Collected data
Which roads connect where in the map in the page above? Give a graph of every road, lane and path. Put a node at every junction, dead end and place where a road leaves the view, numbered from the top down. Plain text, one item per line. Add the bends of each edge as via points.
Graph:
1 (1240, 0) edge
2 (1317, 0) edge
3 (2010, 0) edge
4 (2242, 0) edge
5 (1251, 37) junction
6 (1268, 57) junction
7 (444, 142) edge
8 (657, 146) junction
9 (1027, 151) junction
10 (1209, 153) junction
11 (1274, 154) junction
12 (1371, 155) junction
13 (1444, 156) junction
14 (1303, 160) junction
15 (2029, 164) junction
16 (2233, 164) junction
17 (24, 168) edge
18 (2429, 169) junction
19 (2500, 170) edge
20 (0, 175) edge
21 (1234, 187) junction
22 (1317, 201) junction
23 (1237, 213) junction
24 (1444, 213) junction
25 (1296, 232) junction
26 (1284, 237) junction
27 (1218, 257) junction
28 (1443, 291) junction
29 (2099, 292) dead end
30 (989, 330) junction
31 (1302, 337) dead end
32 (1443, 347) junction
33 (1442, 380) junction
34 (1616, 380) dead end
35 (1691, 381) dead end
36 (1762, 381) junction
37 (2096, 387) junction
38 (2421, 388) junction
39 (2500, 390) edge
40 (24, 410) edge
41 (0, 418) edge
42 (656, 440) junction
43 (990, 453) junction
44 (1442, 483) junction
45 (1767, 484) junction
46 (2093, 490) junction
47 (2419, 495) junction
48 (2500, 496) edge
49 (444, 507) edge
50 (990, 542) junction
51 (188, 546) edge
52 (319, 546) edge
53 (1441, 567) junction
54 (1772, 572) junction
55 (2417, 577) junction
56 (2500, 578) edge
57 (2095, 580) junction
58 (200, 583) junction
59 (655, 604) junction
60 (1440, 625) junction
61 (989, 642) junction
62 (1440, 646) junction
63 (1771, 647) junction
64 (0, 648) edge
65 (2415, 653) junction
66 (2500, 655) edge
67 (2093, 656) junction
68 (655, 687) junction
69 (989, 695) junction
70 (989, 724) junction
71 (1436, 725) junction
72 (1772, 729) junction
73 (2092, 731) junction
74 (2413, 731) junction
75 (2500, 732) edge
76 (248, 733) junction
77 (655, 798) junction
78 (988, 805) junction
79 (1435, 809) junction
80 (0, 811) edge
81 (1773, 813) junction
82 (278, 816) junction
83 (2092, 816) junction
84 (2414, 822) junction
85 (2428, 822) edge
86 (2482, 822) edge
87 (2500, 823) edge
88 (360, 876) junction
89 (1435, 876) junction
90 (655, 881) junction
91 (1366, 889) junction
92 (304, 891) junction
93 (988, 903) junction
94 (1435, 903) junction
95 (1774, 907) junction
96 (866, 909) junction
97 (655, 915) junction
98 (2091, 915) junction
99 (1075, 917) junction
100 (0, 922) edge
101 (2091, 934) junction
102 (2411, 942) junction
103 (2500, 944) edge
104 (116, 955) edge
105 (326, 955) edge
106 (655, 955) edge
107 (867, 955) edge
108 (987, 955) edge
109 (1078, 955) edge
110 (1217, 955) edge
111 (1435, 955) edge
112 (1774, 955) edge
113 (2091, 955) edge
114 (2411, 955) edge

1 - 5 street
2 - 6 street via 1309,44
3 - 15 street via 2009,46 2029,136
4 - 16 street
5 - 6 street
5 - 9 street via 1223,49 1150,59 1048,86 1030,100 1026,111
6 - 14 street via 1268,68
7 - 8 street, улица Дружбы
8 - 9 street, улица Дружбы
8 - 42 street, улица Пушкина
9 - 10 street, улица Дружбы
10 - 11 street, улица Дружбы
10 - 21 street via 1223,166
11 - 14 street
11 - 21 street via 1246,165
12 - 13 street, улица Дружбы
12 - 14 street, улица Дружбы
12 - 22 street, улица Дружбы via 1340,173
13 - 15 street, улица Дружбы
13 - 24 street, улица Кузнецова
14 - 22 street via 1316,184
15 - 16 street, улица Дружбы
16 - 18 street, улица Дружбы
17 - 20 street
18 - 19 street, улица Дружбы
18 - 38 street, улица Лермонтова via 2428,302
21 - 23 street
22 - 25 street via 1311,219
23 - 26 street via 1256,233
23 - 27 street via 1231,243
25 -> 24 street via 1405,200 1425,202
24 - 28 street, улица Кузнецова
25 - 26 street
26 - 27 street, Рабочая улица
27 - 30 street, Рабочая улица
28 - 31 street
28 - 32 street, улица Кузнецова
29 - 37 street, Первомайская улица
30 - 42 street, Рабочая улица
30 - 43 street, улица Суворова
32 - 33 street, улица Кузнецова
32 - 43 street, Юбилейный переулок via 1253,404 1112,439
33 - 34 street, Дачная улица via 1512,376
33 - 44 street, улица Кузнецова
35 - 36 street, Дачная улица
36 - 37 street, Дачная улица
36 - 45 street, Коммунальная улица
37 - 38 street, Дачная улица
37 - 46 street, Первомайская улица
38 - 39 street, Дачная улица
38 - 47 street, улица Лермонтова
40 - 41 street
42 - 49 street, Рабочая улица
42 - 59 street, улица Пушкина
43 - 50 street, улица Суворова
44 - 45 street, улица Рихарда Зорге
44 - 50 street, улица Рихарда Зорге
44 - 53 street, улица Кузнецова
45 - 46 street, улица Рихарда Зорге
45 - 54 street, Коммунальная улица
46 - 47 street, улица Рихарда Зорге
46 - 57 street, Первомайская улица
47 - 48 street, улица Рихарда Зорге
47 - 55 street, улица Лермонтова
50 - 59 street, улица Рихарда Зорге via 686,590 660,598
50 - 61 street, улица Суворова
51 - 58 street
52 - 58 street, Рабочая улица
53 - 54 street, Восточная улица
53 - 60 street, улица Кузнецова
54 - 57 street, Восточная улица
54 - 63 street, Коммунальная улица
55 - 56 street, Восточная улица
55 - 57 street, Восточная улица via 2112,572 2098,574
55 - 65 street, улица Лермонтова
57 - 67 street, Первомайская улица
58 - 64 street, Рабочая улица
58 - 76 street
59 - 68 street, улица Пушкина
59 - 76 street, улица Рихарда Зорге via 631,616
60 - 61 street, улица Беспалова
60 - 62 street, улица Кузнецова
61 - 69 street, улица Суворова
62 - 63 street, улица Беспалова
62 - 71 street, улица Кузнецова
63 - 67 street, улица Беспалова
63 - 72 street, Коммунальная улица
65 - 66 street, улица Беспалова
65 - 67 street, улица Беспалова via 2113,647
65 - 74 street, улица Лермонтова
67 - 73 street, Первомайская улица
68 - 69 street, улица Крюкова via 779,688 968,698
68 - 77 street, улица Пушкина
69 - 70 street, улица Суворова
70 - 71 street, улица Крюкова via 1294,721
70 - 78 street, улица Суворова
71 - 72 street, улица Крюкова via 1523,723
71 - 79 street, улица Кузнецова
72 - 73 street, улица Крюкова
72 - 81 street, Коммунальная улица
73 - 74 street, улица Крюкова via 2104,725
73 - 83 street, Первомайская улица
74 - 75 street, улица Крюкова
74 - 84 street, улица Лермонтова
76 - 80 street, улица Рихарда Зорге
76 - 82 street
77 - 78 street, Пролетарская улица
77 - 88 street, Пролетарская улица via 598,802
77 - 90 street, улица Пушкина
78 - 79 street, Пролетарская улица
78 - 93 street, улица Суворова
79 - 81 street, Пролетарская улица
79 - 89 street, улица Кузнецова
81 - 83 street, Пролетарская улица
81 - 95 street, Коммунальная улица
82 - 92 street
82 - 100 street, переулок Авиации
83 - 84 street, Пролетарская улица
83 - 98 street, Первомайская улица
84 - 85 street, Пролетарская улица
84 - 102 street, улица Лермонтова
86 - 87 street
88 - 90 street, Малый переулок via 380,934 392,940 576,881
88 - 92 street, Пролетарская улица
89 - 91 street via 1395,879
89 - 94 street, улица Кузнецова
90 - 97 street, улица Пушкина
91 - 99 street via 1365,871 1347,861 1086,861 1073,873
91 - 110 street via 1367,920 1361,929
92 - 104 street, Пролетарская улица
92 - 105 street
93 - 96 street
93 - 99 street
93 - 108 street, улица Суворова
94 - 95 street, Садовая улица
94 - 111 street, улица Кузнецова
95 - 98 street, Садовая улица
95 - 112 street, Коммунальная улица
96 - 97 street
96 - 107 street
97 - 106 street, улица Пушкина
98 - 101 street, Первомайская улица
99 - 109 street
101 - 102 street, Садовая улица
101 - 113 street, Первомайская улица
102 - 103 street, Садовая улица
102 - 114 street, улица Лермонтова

* **Your goal**: Looking at the entries above, copy out every line in which "Беспалова" occurs.

* **Output below**:
60 - 61 street, улица Беспалова
62 - 63 street, улица Беспалова
63 - 67 street, улица Беспалова
65 - 66 street, улица Беспалова
65 - 67 street, улица Беспалова via 2113,647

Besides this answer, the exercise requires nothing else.